Is there any easy way to learn how to groom? I have a black lab/mutt. She has hair like a Golden, but it seems I can't find a groomer who can cut her fur the way I like it. I take care of her nail clipping/ear cleaning/teeth cleaning/brushing and everything else, but I can't trim her fur without making it look funny...HELP?!?


----------



## briteday (Feb 10, 2007)

Just keep practicing. And after you've done the clip, had a few days to look at it, go back and improve on things. It just takes time. In the beginning I went in the direction of the fur growth with a blade guard on so that I wouldn't cut too short. Be sure to oil your blade frequently and keep an old toothbrush on hand to clean out the little bits from the blade and guard.


----------



## peace36 (Jan 29, 2007)

I did not think you were supposed to trim the goldens hair ?


----------



## merrow (Feb 18, 2007)

goldys are easy to keep nice if they are groomed reg same with all gun dogs 

pull the hair out of the toes and trim away or thin it off for a more natural look clean out the haiir in the pads then tip the foot and trim the bottom of the feathing so isnt on the floor i then thin inside the ear wjere u get the little tuft and blend it away i thin use my thinning scisors and thin the hair down on the ears and either trim or thin around the ear lobe so its all neat then i site the dog and thing away the hairo on the chest down to the brest bone to define the neck and solders and thim any lose bits from the feathing at the bottom of the chest, then standing the dog follow the lie of the coat and trim any straggly bits, then back combing he hocks trim and thin the hair off them and then thing 2 little rossestts in around the bum so its all clean and then trim the v in to the bum feathering and then comb out the tail and trimm it down if it needs it 

iv only ever used a clipper on the ears and places like that if they are matted and i cant thin them out where do u use a clipper ?


xxx


----------



## Gracie Doodle (Mar 13, 2007)

Merrow talks about clipping the hair on their paws.

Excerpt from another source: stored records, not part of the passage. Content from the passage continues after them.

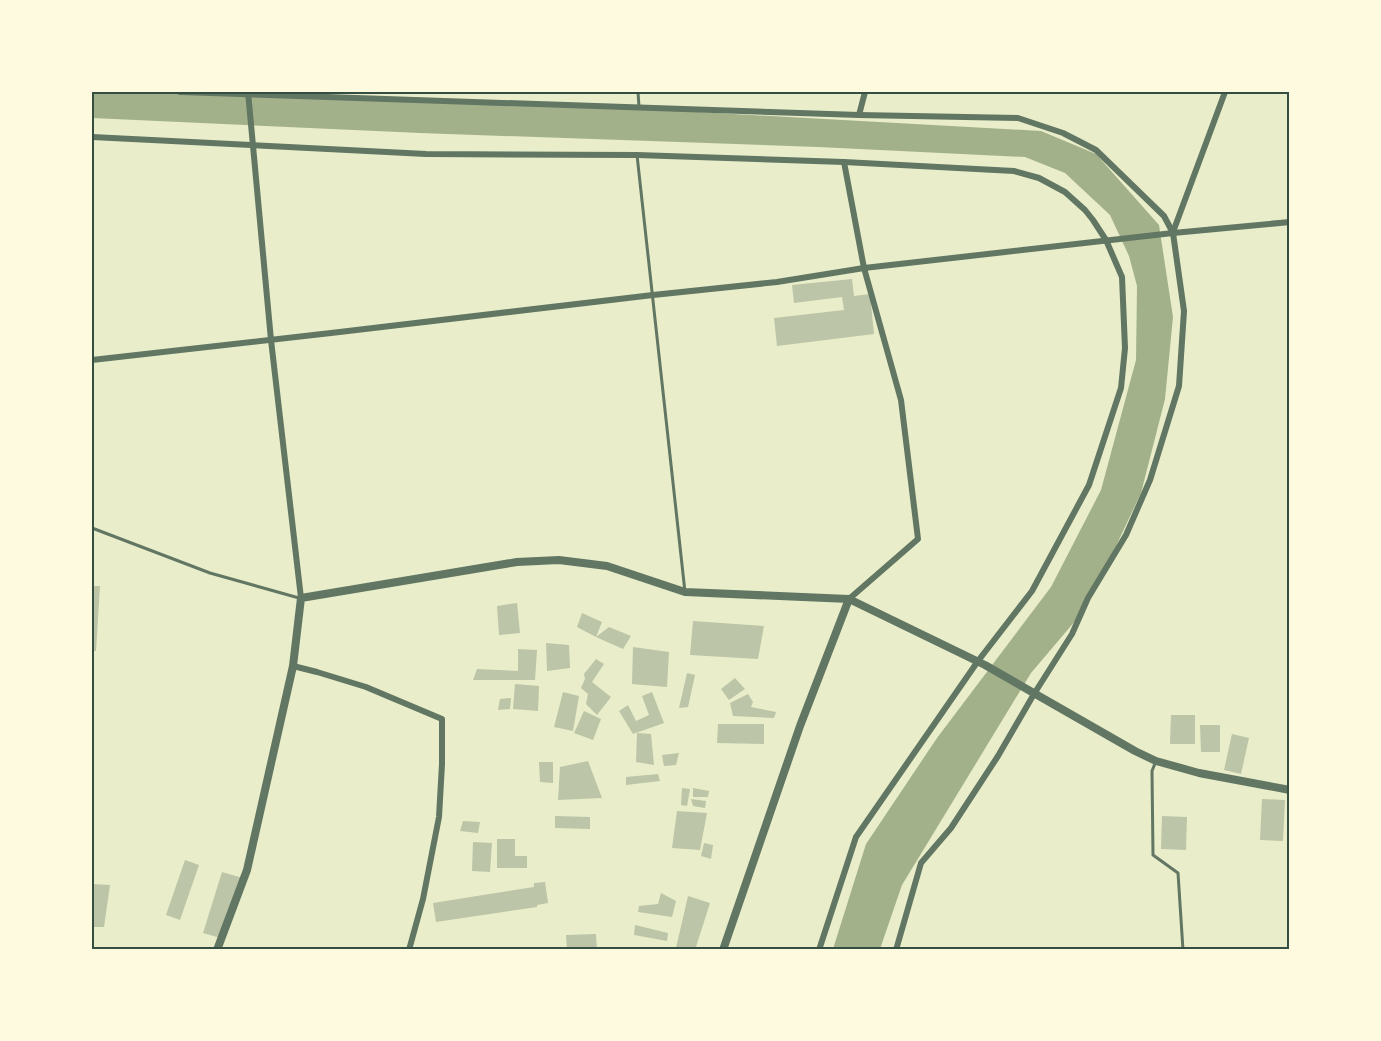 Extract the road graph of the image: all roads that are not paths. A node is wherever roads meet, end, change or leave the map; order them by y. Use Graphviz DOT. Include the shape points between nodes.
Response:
graph roads {
  1 [pos="180,92"];
  2 [pos="248,92"];
  3 [pos="638,92"];
  4 [pos="865,92"];
  5 [pos="1225,92"];
  6 [pos="639,107"];
  7 [pos="859,115"];
  8 [pos="92,137"];
  9 [pos="254,146"];
  10 [pos="637,155"];
  11 [pos="843,162"];
  12 [pos="1290,222"];
  13 [pos="1173,233"];
  14 [pos="1106,240"];
  15 [pos="864,268"];
  16 [pos="653,295"];
  17 [pos="271,340"];
  18 [pos="92,360"];
  19 [pos="92,528"];
  20 [pos="685,591"];
  21 [pos="300,598"];
  22 [pos="849,599"];
  23 [pos="981,663"];
  24 [pos="292,666"];
  25 [pos="1034,694"];
  26 [pos="1156,761"];
  27 [pos="1290,790"];
  28 [pos="217,950"];
  29 [pos="409,950"];
  30 [pos="723,950"];
  31 [pos="819,950"];
  32 [pos="896,950"];
  33 [pos="1183,950"];
  1 -- 2 [label="street"];
  2 -- 6 [label="street"];
  2 -- 9 [label="street"];
  3 -- 6 [label="lane"];
  4 -- 7 [label="street"];
  5 -- 13 [label="street"];
  6 -- 7 [label="street"];
  7 -- 13 [label="street" via="1018,118 1064,133 1096,150 1164,216"];
  8 -- 9 [label="street"];
  9 -- 10 [label="street" via="426,154"];
  9 -- 17 [label="street"];
  10 -- 11 [label="street"];
  10 -- 16 [label="lane"];
  11 -- 14 [label="street" via="1026,173 1053,184 1076,201"];
  11 -- 15 [label="street"];
  12 -- 13 [label="street"];
  13 -- 14 [label="street"];
  13 -- 25 [label="street" via="1184,310 1179,386 1150,480 1126,535"];
  14 -- 15 [label="street"];
  14 -- 23 [label="street" via="1122,277 1125,348 1121,388 1089,485 1032,591"];
  15 -- 16 [label="street"];
  15 -- 22 [label="street" via="901,400 918,539"];
  16 -- 17 [label="street"];
  16 -- 20 [label="lane"];
  17 -- 18 [label="street"];
  17 -- 21 [label="street"];
  19 -- 21 [label="lane" via="210,573"];
  20 -- 21 [label="street" via="607,566 559,560 517,562"];
  20 -- 22 [label="street"];
  21 -- 24 [label="street"];
  22 -- 23 [label="street"];
  22 -- 30 [label="street" via="800,726"];
  23 -- 25 [label="street"];
  23 -- 31 [label="street" via="855,837"];
  24 -- 28 [label="street" via="247,870"];
  24 -- 29 [label="street" via="366,687 442,719 439,817"];
  25 -- 26 [label="street"];
  25 -- 32 [label="street" via="951,828 921,863"];
  26 -- 27 [label="street"];
  26 -- 33 [label="lane" via="1152,771 1153,855 1178,873"];
}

Just for clarification: I have heard that you need to clip the hair of bottom of your dogs paws, the hair that grows between the pads. Is that true for all breeds or just some? I have a German Shepherd/Husky and was told he should have that trimmed but they have never done it when he gets his bath & brush.


----------



## merrow (Feb 18, 2007)

yes u need to trim out the pads on the eet to stop them getting matts in if a dog is walked lots then in some breeds they dont need trimming between the toes and pads ut not every one exersices them as they should and it diffrent with each breed as well but always keep the pads free from hair as if this mats up it will be sore for the dog


----------



## Amaya-Mazie-Marley (Apr 15, 2007)

My powderpuff has to have the hair on the bottom of her feet trimmed pretty regularly. If not, we have hardwood and tile floors, and you can tell she's uncomfortable walking. And as for grooming, just keep practicing. I groom all of my dogs, I actually just shaved my powderpuffs face today, and I love it. I think I did it better than the groomers!


----------



## tinasavirgo (May 27, 2007)

Generally you don't clip a golden or a lab,...that is probably why you feel it doesn't look right. Regular brushing is the best way. You can use a tool called a "furminator" to remove the pesking undercoat that usually is what needs shed.


----------



## ToysHaveMyHeart (May 9, 2007)

Are you trying to clip the hair with scissors or clippers? All over the body or just a little bit of trimming?


----------